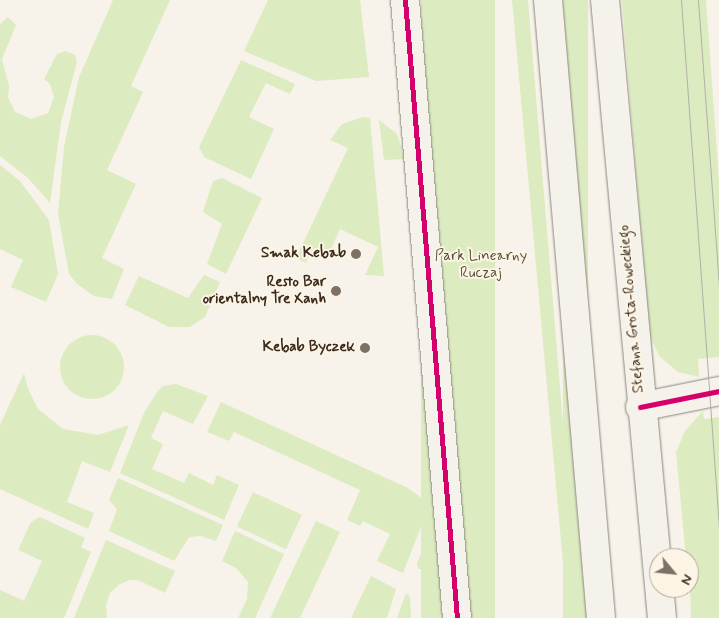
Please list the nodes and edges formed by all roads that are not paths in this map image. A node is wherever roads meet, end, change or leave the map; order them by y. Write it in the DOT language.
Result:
graph roads {
  1 [pos="405,0"];
  2 [pos="548,0"];
  3 [pos="605,0"];
  4 [pos="719,391"];
  5 [pos="640,407"];
  6 [pos="457,618"];
  7 [pos="601,618"];
  8 [pos="662,618"];
  1 -- 6 [label="main road"];
  2 -- 7 [label="main road"];
  3 -- 5 [label="main road, Stefana Grota-Roweckiego"];
  4 -- 5 [label="main road"];
  5 -- 8 [label="main road, Stefana Grota-Roweckiego"];
}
####
Output the records exactly. Drop the images.

→ RESPONSE AREA
Please list the nodes and edges formed by all roads that are not paths in this map image. A node is wherever roads meet, end, change or leave the map; order them by y. Write it in the DOT language.
Result:
graph roads {
  1 [pos="405,0"];
  2 [pos="548,0"];
  3 [pos="605,0"];
  4 [pos="719,391"];
  5 [pos="640,407"];
  6 [pos="457,618"];
  7 [pos="601,618"];
  8 [pos="662,618"];
  1 -- 6 [label="main road"];
  2 -- 7 [label="main road"];
  3 -- 5 [label="main road, Stefana Grota-Roweckiego"];
  4 -- 5 [label="main road"];
  5 -- 8 [label="main road, Stefana Grota-Roweckiego"];
}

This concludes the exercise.